* _Data provided_
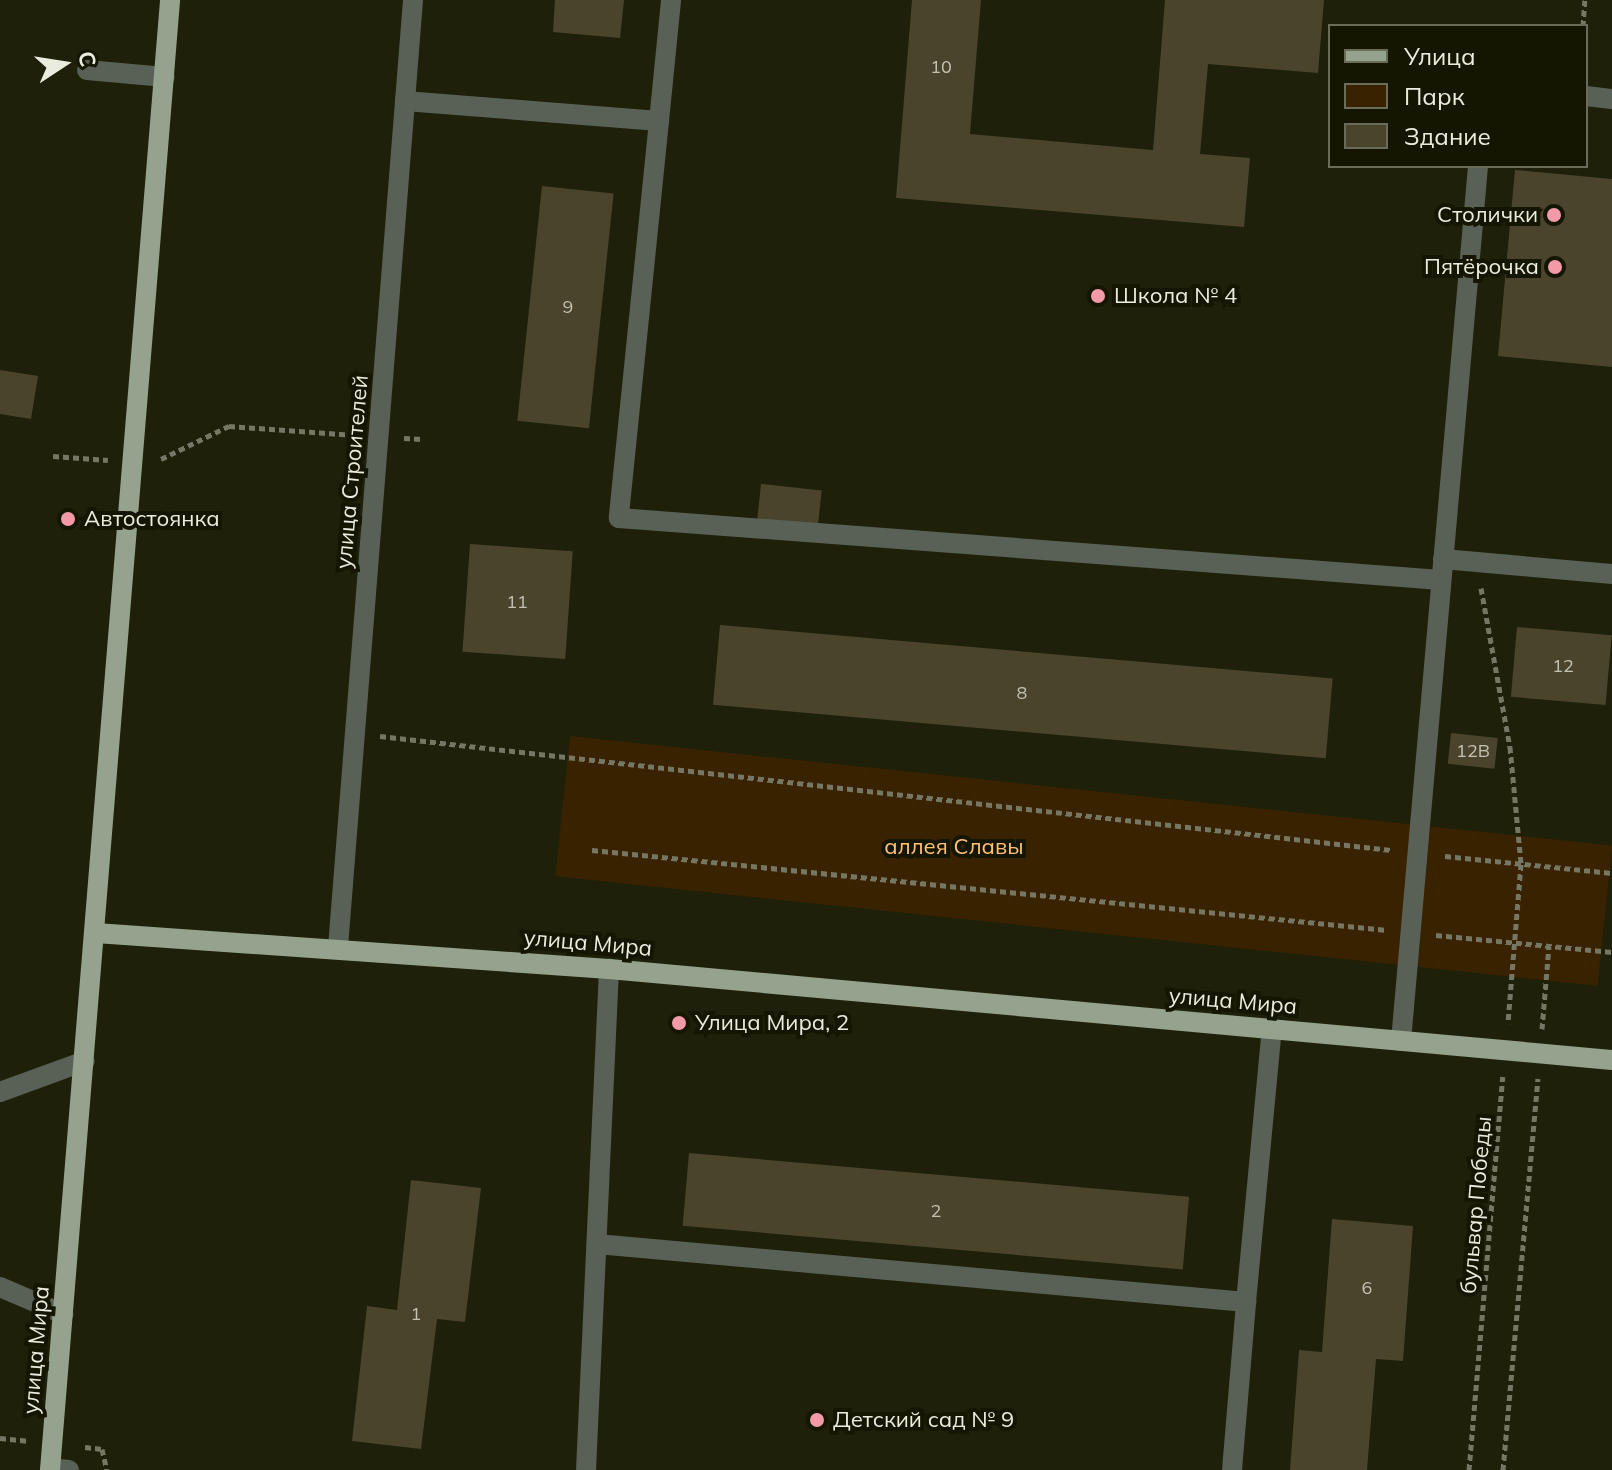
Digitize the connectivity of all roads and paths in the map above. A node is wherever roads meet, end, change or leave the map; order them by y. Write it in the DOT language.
graph roads {
  1 [pos="170,0"];
  2 [pos="413,0"];
  3 [pos="671,0"];
  4 [pos="1585,0"];
  5 [pos="1583,24"];
  6 [pos="87,70"];
  7 [pos="165,77"];
  8 [pos="1588,96"];
  9 [pos="1612,99"];
  10 [pos="405,101"];
  11 [pos="659,121"];
  12 [pos="1478,168"];
  13 [pos="378,436"];
  14 [pos="422,439"];
  15 [pos="53,456"];
  16 [pos="136,462"];
  17 [pos="1443,559"];
  18 [pos="1612,574"];
  19 [pos="1441,580"];
  20 [pos="355,733"];
  21 [pos="592,850"];
  22 [pos="1417,853"];
  23 [pos="1612,873"];
  24 [pos="1410,932"];
  25 [pos="96,933"];
  26 [pos="1514,943"];
  27 [pos="1549,946"];
  28 [pos="338,947"];
  29 [pos="1612,952"];
  30 [pos="609,969"];
  31 [pos="1272,1029"];
  32 [pos="1401,1041"];
  33 [pos="1505,1050"];
  34 [pos="1540,1053"];
  35 [pos="1612,1060"];
  36 [pos="85,1061"];
  37 [pos="0,1092"];
  38 [pos="597,1244"];
  39 [pos="0,1287"];
  40 [pos="1246,1302"];
  41 [pos="63,1314"];
  42 [pos="56,1469"];
  43 [pos="586,1470"];
  44 [pos="1232,1470"];
  45 [pos="1469,1470"];
  46 [pos="1503,1470"];
  1 -- 7 [label="main road"];
  2 -- 10 [label="street, улица Строителей"];
  3 -- 11 [label="street"];
  4 -- 5 [label="path"];
  6 -- 7 [label="street"];
  7 -- 16 [label="main road"];
  8 -- 9 [label="street"];
  10 -- 11 [label="street"];
  10 -- 13 [label="street, улица Строителей"];
  11 -- 19 [label="street"];
  12 -- 17 [label="street"];
  13 -- 14 [label="path"];
  13 -- 16 [label="path"];
  13 -- 20 [label="street, улица Строителей"];
  15 -- 16 [label="path"];
  16 -- 25 [label="main road"];
  17 -- 18 [label="street"];
  17 -- 19 [label="street"];
  19 -- 22 [label="street"];
  20 -- 22 [label="path"];
  20 -- 28 [label="street, улица Строителей"];
  21 -- 24 [label="path"];
  22 -- 23 [label="path"];
  22 -- 24 [label="street"];
  24 -- 26 [label="path"];
  24 -- 32 [label="street"];
  25 -- 28 [label="main road, улица Мира"];
  25 -- 36 [label="main road, улица Мира"];
  26 -- 27 [label="path"];
  26 -- 33 [label="path, бульвар Победы"];
  27 -- 29 [label="path"];
  27 -- 34 [label="path"];
  28 -- 30 [label="main road, улица Мира"];
  30 -- 31 [label="main road, улица Мира"];
  30 -- 38 [label="street"];
  31 -- 32 [label="main road, улица Мира"];
  31 -- 40 [label="street"];
  32 -- 33 [label="main road, улица Мира"];
  33 -- 34 [label="main road, улица Мира"];
  33 -- 45 [label="path, бульвар Победы"];
  34 -- 35 [label="main road, улица Мира"];
  34 -- 46 [label="path"];
  36 -- 37 [label="street"];
  36 -- 41 [label="main road, улица Мира"];
  38 -- 40 [label="street"];
  38 -- 43 [label="street"];
  39 -- 41 [label="street"];
  40 -- 44 [label="street"];
  41 -- 42 [label="main road, улица Мира"];
}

* _About this task_
The reply should reproduce every entry above word for word and contain no pictures.

* _Response area_
Digitize the connectivity of all roads and paths in the map above. A node is wherever roads meet, end, change or leave the map; order them by y. Write it in the DOT language.
graph roads {
  1 [pos="170,0"];
  2 [pos="413,0"];
  3 [pos="671,0"];
  4 [pos="1585,0"];
  5 [pos="1583,24"];
  6 [pos="87,70"];
  7 [pos="165,77"];
  8 [pos="1588,96"];
  9 [pos="1612,99"];
  10 [pos="405,101"];
  11 [pos="659,121"];
  12 [pos="1478,168"];
  13 [pos="378,436"];
  14 [pos="422,439"];
  15 [pos="53,456"];
  16 [pos="136,462"];
  17 [pos="1443,559"];
  18 [pos="1612,574"];
  19 [pos="1441,580"];
  20 [pos="355,733"];
  21 [pos="592,850"];
  22 [pos="1417,853"];
  23 [pos="1612,873"];
  24 [pos="1410,932"];
  25 [pos="96,933"];
  26 [pos="1514,943"];
  27 [pos="1549,946"];
  28 [pos="338,947"];
  29 [pos="1612,952"];
  30 [pos="609,969"];
  31 [pos="1272,1029"];
  32 [pos="1401,1041"];
  33 [pos="1505,1050"];
  34 [pos="1540,1053"];
  35 [pos="1612,1060"];
  36 [pos="85,1061"];
  37 [pos="0,1092"];
  38 [pos="597,1244"];
  39 [pos="0,1287"];
  40 [pos="1246,1302"];
  41 [pos="63,1314"];
  42 [pos="56,1469"];
  43 [pos="586,1470"];
  44 [pos="1232,1470"];
  45 [pos="1469,1470"];
  46 [pos="1503,1470"];
  1 -- 7 [label="main road"];
  2 -- 10 [label="street, улица Строителей"];
  3 -- 11 [label="street"];
  4 -- 5 [label="path"];
  6 -- 7 [label="street"];
  7 -- 16 [label="main road"];
  8 -- 9 [label="street"];
  10 -- 11 [label="street"];
  10 -- 13 [label="street, улица Строителей"];
  11 -- 19 [label="street"];
  12 -- 17 [label="street"];
  13 -- 14 [label="path"];
  13 -- 16 [label="path"];
  13 -- 20 [label="street, улица Строителей"];
  15 -- 16 [label="path"];
  16 -- 25 [label="main road"];
  17 -- 18 [label="street"];
  17 -- 19 [label="street"];
  19 -- 22 [label="street"];
  20 -- 22 [label="path"];
  20 -- 28 [label="street, улица Строителей"];
  21 -- 24 [label="path"];
  22 -- 23 [label="path"];
  22 -- 24 [label="street"];
  24 -- 26 [label="path"];
  24 -- 32 [label="street"];
  25 -- 28 [label="main road, улица Мира"];
  25 -- 36 [label="main road, улица Мира"];
  26 -- 27 [label="path"];
  26 -- 33 [label="path, бульвар Победы"];
  27 -- 29 [label="path"];
  27 -- 34 [label="path"];
  28 -- 30 [label="main road, улица Мира"];
  30 -- 31 [label="main road, улица Мира"];
  30 -- 38 [label="street"];
  31 -- 32 [label="main road, улица Мира"];
  31 -- 40 [label="street"];
  32 -- 33 [label="main road, улица Мира"];
  33 -- 34 [label="main road, улица Мира"];
  33 -- 45 [label="path, бульвар Победы"];
  34 -- 35 [label="main road, улица Мира"];
  34 -- 46 [label="path"];
  36 -- 37 [label="street"];
  36 -- 41 [label="main road, улица Мира"];
  38 -- 40 [label="street"];
  38 -- 43 [label="street"];
  39 -- 41 [label="street"];
  40 -- 44 [label="street"];
  41 -- 42 [label="main road, улица Мира"];
}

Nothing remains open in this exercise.